Dataset: Begin
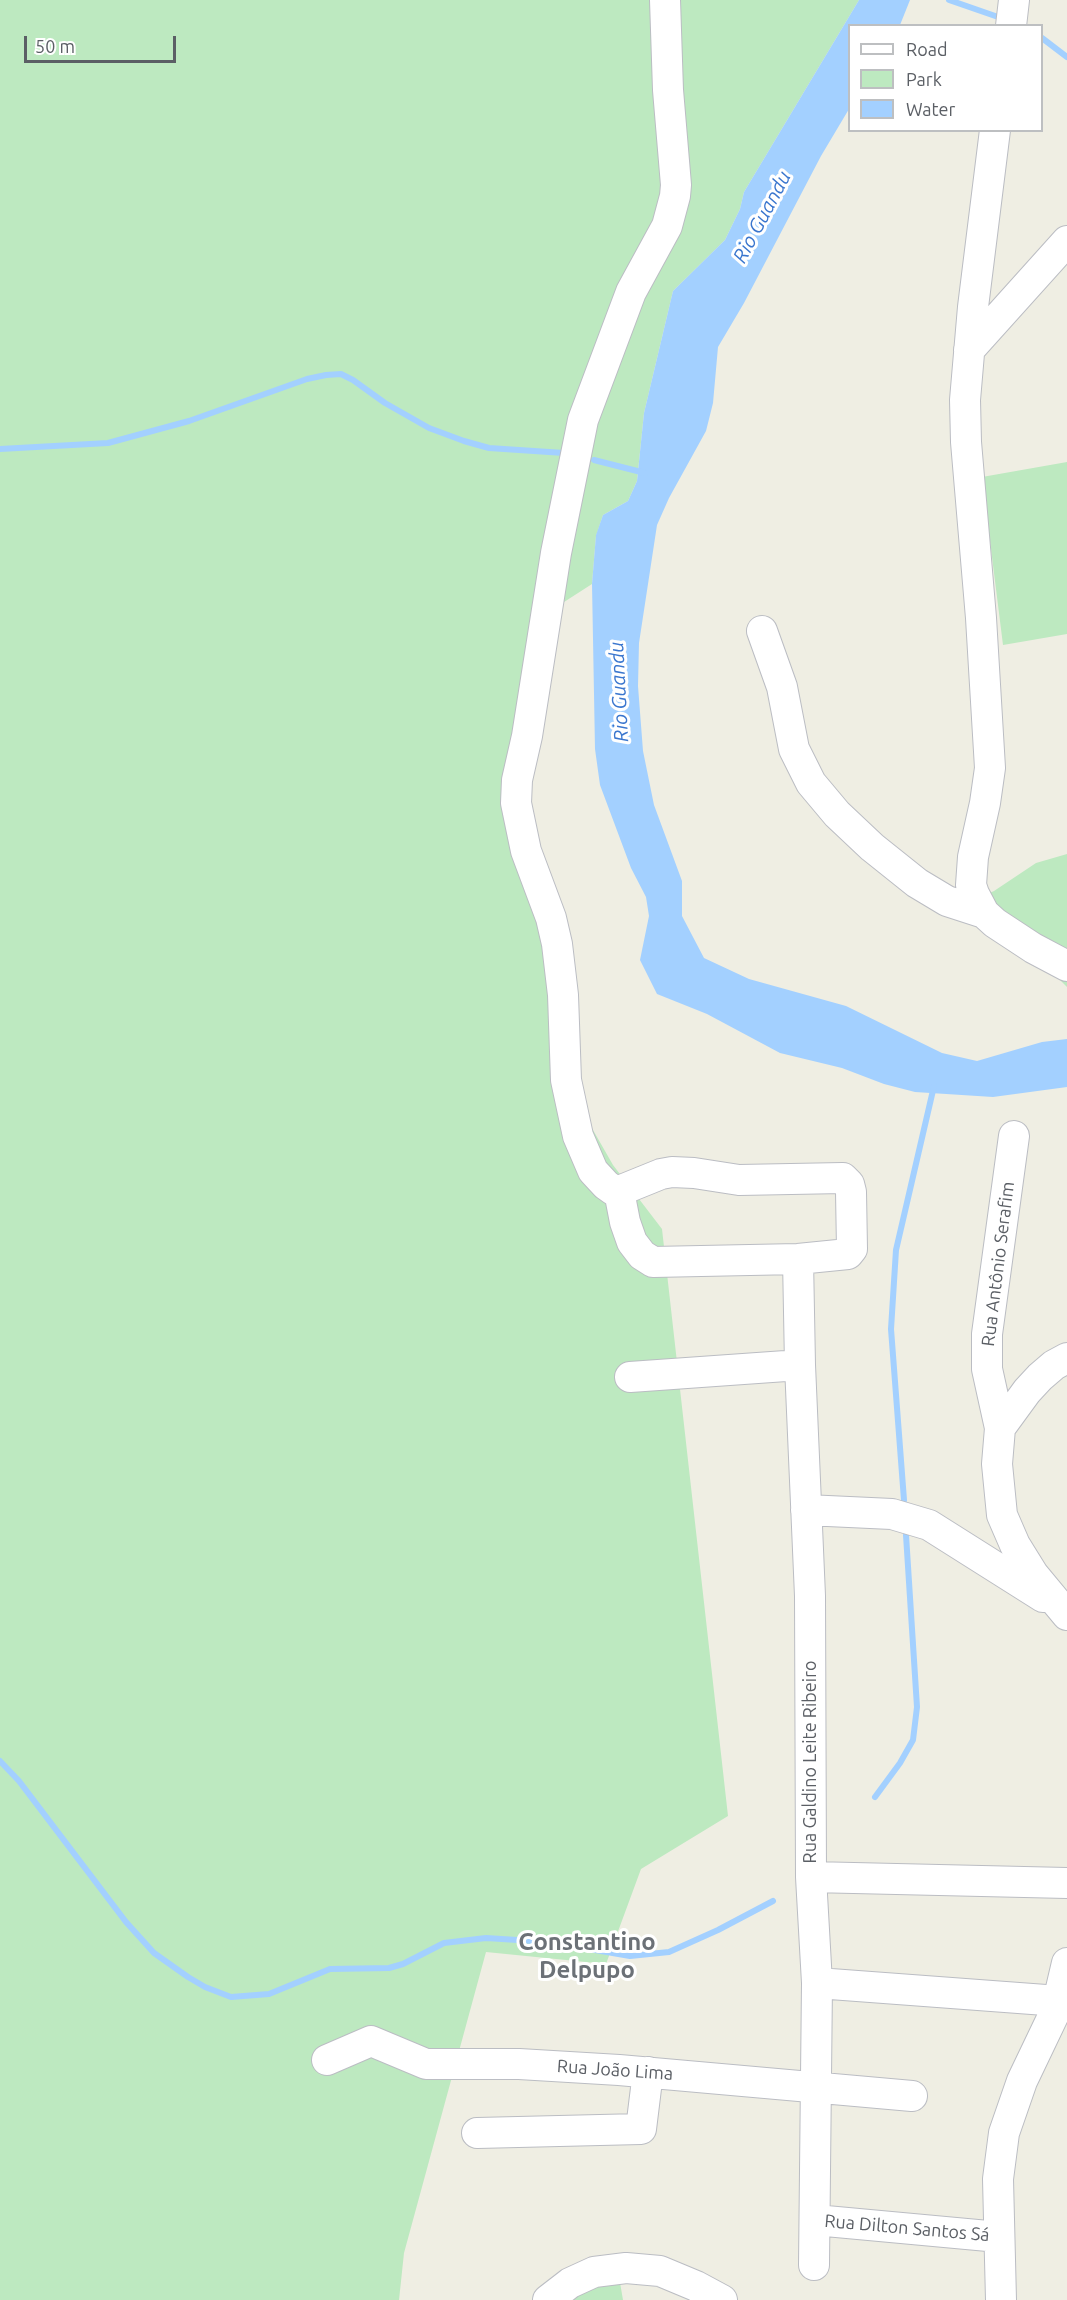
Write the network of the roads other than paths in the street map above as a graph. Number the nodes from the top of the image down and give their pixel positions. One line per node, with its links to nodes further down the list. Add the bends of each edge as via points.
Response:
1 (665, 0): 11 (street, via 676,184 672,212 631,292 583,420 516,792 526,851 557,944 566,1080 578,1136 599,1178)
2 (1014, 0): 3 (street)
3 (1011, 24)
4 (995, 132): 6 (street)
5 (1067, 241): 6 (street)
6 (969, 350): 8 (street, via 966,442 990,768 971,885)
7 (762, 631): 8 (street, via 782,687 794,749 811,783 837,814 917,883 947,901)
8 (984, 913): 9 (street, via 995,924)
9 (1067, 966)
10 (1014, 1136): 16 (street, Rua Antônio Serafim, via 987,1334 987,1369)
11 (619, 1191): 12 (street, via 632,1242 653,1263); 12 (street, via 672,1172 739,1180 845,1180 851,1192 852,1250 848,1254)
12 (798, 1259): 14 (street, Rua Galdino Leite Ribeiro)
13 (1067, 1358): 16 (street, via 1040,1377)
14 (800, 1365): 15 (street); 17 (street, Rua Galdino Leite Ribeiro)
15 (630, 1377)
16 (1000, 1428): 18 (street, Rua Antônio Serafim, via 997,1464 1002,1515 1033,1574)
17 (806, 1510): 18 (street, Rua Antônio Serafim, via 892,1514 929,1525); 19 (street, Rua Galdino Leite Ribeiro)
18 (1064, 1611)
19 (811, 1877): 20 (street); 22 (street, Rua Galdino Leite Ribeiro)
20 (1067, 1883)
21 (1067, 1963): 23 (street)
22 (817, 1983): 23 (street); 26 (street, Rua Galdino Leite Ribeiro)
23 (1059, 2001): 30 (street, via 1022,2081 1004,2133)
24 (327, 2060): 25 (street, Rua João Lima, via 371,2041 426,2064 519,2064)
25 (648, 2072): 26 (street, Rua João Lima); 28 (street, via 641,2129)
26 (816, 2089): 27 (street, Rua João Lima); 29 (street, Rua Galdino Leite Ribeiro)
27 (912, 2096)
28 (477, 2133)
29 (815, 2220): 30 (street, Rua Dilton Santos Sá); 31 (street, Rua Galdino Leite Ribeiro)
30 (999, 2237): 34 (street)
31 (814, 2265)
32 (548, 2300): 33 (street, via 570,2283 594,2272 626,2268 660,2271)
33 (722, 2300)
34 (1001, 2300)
Dataset: End
Problem requirements:
From the first line above to the last, reproduce the records exactly but without the pictures.

Your solution:
Write the network of the roads other than paths in the street map above as a graph. Number the nodes from the top of the image down and give their pixel positions. One line per node, with its links to nodes further down the list. Add the bends of each edge as via points.
Response:
1 (665, 0): 11 (street, via 676,184 672,212 631,292 583,420 516,792 526,851 557,944 566,1080 578,1136 599,1178)
2 (1014, 0): 3 (street)
3 (1011, 24)
4 (995, 132): 6 (street)
5 (1067, 241): 6 (street)
6 (969, 350): 8 (street, via 966,442 990,768 971,885)
7 (762, 631): 8 (street, via 782,687 794,749 811,783 837,814 917,883 947,901)
8 (984, 913): 9 (street, via 995,924)
9 (1067, 966)
10 (1014, 1136): 16 (street, Rua Antônio Serafim, via 987,1334 987,1369)
11 (619, 1191): 12 (street, via 632,1242 653,1263); 12 (street, via 672,1172 739,1180 845,1180 851,1192 852,1250 848,1254)
12 (798, 1259): 14 (street, Rua Galdino Leite Ribeiro)
13 (1067, 1358): 16 (street, via 1040,1377)
14 (800, 1365): 15 (street); 17 (street, Rua Galdino Leite Ribeiro)
15 (630, 1377)
16 (1000, 1428): 18 (street, Rua Antônio Serafim, via 997,1464 1002,1515 1033,1574)
17 (806, 1510): 18 (street, Rua Antônio Serafim, via 892,1514 929,1525); 19 (street, Rua Galdino Leite Ribeiro)
18 (1064, 1611)
19 (811, 1877): 20 (street); 22 (street, Rua Galdino Leite Ribeiro)
20 (1067, 1883)
21 (1067, 1963): 23 (street)
22 (817, 1983): 23 (street); 26 (street, Rua Galdino Leite Ribeiro)
23 (1059, 2001): 30 (street, via 1022,2081 1004,2133)
24 (327, 2060): 25 (street, Rua João Lima, via 371,2041 426,2064 519,2064)
25 (648, 2072): 26 (street, Rua João Lima); 28 (street, via 641,2129)
26 (816, 2089): 27 (street, Rua João Lima); 29 (street, Rua Galdino Leite Ribeiro)
27 (912, 2096)
28 (477, 2133)
29 (815, 2220): 30 (street, Rua Dilton Santos Sá); 31 (street, Rua Galdino Leite Ribeiro)
30 (999, 2237): 34 (street)
31 (814, 2265)
32 (548, 2300): 33 (street, via 570,2283 594,2272 626,2268 660,2271)
33 (722, 2300)
34 (1001, 2300)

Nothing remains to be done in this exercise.